Si abres la boca o escribes una frase, puede ser peor. Y ya lo de las redes sociales empieza a desbordarse en la calle, y pudiera ser que simplemente por vestir como has vestido siempre alguien te coloque en una especie de tribu urbana que se decide a boleo, cada cual según su dislocado criterio, y así, entras en el saco de los acomodados, de los fascistas, de los renegados religiosos comecuras o de lo que sea, y eso llevando la misma cazadora, que por lo visto significa cosas distintas para según quién. Se está llegando a un nivel de intolerancia que debería preocupar, aunque quienes tienen capacidad para centrar la cabeza de la gente parecen empeñados en echar más leña al fuego.

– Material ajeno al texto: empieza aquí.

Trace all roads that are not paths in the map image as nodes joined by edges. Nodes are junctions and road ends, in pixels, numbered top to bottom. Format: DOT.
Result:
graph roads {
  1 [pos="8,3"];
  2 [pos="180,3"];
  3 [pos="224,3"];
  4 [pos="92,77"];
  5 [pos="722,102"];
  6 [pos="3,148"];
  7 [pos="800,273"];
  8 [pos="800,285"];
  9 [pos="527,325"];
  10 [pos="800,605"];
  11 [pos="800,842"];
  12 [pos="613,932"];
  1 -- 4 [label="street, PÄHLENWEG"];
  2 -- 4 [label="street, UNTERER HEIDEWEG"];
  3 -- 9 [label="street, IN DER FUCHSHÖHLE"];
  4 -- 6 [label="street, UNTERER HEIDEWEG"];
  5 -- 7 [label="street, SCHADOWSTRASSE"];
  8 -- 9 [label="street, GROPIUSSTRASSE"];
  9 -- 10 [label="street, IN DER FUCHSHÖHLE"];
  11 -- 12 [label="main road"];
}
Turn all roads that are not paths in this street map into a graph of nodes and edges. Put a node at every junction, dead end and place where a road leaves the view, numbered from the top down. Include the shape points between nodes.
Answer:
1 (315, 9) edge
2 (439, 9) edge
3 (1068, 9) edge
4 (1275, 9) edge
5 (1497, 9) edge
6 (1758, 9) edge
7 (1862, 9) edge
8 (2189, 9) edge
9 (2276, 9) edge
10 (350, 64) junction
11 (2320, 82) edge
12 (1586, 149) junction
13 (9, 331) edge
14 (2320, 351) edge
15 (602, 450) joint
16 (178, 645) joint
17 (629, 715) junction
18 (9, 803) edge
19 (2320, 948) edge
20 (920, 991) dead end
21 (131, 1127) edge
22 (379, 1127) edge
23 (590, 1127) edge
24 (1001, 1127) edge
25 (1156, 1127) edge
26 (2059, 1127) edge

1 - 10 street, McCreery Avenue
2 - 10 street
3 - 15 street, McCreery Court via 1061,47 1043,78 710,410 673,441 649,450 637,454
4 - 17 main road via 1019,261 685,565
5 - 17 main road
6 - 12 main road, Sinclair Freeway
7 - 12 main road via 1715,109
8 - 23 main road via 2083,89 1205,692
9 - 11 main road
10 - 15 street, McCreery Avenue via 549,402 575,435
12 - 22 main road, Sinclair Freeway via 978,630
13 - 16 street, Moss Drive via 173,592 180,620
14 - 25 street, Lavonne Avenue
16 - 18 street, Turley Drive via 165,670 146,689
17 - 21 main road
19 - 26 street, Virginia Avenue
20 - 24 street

Antes, ser español se limitaba a alegrarse cuando Iniesta marcaba en Sudáfrica el gol que otorgaba a España La Copa del Mundo de fútbol, y los que no eran futboleros se iban al cine o a hacer senderismo y no pasaba nada, incluso con quienes se declaraban frontales detractores del fútbol. Pero ahora no, ahora hay que ser, decir, pensar y hacer de una manera determinada, y solo de esa. El problema es que no se sabe con exactitud qué es lo que se espera de cada uno de nosotros. Los más viejos del lugar dicen que España es como el juego de las siete y media, que o no llegas, o te pasas, y otra vez surge la pregunta de cuál es la actitud, la palabras o las acciones requeridas.

Es evidente que hablamos de un imposible, porque no hay manera de encajar en todos los baremos que artificialmente se han ido construyendo. Y entonces se pone a funcionar el juicio, todo el mundo es fiscal y juez al mismo tiempo, y decide lo que mejor le parece sobre otra persona. Hablar o escribir es incurrir en alto riesgo. Opinar ya es un delirio. En determinado asunto, se debate, hay matices y ciertas diferencias incluso entre la gente que globalmente está en la misma línea. Esa era hasta ahora la riqueza de la confrontación de ideas, pero ya eso no vale, a las primeras de cambio vuelan los cuchillos, y la mayor parte de las veces ni siquiera hay argumentos en contra, se va a la persona, y surge la etiqueta: fascista, españolista, machista, unionista, separatista, stalinista, radical, xenófobo, perroflauta... Y aun queda la posibilidad de que caiga un “equidistante”, que es una palabra muy polivalente y que dice muy poco, porque no recuerdo haber estado a la misma distancia de ninguna idea confrontada con otra.

Por lo tanto, entramos en una época en la que las palabras, los gestos o los hechos parece que no tienen valor por sí mismos, sino que alcanzan por generación espontánea una especie de polisemia social por la que, da igual lo que se diga o se haga, los fiscales-jueces acusarán-sentenciarán lo que mejor les acomode con una reglas del juego que van cambiando a mitad del partido. Y esto tendría que hacernos pensar que ser demócrata (esa palabra que llena muchas bocas) es muy difícil, porque hay que contar siempre con el otro. Lo contrario puede ser cualquier cosa menos una democracia.